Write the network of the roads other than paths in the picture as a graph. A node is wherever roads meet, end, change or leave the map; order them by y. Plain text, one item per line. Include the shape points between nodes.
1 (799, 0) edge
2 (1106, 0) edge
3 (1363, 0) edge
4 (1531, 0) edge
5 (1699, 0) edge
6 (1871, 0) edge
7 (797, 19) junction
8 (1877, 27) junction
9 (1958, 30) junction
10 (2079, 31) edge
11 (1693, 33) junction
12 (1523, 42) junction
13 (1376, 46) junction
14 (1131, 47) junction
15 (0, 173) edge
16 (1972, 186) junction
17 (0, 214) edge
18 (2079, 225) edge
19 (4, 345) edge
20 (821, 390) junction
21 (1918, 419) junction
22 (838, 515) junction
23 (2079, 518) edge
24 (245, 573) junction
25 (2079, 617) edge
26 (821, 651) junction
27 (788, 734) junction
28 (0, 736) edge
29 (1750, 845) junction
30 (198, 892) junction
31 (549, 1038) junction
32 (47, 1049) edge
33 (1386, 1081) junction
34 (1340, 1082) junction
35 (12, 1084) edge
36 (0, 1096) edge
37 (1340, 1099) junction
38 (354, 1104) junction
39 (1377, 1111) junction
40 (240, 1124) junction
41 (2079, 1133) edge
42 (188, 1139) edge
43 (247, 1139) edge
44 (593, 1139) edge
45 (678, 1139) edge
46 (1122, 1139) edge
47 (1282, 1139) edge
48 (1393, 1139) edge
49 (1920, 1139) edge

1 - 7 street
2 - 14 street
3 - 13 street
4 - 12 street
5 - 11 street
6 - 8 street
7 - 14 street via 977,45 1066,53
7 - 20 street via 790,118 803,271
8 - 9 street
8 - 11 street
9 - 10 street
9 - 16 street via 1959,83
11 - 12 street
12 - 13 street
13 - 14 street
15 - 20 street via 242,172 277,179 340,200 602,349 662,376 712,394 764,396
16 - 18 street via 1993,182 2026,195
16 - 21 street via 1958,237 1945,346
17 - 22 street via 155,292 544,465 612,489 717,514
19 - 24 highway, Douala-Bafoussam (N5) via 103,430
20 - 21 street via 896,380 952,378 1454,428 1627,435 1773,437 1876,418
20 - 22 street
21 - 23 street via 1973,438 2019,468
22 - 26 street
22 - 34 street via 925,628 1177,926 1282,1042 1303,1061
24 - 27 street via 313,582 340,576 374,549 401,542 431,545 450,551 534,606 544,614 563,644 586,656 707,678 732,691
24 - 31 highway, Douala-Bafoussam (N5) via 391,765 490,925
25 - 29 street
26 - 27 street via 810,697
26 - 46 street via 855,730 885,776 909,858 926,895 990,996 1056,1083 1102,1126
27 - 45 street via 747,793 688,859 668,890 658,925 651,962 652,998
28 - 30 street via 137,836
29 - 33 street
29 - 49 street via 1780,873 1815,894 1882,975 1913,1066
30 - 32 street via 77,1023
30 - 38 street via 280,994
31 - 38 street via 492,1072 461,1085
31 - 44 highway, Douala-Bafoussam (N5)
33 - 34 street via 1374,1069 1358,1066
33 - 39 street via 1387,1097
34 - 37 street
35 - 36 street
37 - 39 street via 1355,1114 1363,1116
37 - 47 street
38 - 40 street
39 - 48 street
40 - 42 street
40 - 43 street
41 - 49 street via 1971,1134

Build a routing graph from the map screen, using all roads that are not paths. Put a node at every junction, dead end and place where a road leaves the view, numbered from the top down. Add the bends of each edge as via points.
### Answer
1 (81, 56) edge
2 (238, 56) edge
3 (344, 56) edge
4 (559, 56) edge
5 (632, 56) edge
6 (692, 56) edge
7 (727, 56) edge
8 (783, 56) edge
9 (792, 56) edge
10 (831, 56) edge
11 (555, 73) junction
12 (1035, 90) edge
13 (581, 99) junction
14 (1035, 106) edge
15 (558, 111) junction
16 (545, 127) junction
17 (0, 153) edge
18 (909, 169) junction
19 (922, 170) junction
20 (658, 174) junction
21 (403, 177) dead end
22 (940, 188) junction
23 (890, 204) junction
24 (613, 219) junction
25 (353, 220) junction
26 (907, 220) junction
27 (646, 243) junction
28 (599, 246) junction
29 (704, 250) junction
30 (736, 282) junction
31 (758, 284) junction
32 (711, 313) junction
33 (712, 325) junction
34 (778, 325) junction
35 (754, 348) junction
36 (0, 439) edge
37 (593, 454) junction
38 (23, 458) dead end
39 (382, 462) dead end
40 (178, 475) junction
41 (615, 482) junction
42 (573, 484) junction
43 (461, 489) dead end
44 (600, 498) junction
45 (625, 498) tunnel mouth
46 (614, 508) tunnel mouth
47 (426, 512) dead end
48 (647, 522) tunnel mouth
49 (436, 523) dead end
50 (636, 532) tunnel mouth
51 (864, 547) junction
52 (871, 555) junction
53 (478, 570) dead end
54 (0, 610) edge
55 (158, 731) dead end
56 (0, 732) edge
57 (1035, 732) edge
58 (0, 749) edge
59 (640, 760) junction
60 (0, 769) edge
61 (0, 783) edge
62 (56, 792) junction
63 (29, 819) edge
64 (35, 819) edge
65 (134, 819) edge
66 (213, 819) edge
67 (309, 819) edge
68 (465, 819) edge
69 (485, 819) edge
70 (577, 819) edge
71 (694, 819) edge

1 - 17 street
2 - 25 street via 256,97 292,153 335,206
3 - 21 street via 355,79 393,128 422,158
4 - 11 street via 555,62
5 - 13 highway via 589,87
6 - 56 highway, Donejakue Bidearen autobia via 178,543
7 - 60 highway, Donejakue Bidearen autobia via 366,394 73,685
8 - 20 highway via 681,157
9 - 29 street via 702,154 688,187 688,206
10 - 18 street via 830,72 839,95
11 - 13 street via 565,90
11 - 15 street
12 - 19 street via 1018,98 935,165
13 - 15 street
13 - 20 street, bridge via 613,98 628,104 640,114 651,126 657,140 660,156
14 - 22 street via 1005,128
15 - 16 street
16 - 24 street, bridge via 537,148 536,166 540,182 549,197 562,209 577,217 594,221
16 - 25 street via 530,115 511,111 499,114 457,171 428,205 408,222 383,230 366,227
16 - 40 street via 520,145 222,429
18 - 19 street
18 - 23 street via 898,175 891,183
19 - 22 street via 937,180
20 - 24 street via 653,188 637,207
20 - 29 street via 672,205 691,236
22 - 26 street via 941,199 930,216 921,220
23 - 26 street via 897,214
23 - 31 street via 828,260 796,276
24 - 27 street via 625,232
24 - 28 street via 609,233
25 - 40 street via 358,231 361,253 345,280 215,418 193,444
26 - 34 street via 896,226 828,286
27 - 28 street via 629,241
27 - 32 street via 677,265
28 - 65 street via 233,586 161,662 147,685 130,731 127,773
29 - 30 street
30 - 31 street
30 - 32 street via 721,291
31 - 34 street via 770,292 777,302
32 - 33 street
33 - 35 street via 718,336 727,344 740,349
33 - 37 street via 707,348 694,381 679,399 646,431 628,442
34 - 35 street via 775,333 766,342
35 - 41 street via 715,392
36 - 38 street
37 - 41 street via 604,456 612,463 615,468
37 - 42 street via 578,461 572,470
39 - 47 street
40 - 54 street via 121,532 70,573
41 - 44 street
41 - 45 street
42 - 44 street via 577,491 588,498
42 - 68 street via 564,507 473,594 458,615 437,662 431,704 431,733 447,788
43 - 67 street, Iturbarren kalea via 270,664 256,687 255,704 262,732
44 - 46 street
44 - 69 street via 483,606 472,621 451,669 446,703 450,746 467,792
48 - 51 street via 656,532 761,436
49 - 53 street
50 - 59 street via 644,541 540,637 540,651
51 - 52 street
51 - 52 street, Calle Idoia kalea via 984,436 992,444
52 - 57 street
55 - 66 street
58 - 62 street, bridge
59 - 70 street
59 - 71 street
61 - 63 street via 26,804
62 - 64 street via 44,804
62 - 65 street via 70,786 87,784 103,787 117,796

++++++

Assignment: Each line above with the word "Douala" needs to be copied.

Output:
19 - 24 highway, Douala-Bafoussam (N5) via 103,430
24 - 31 highway, Douala-Bafoussam (N5) via 391,765 490,925
31 - 44 highway, Douala-Bafoussam (N5)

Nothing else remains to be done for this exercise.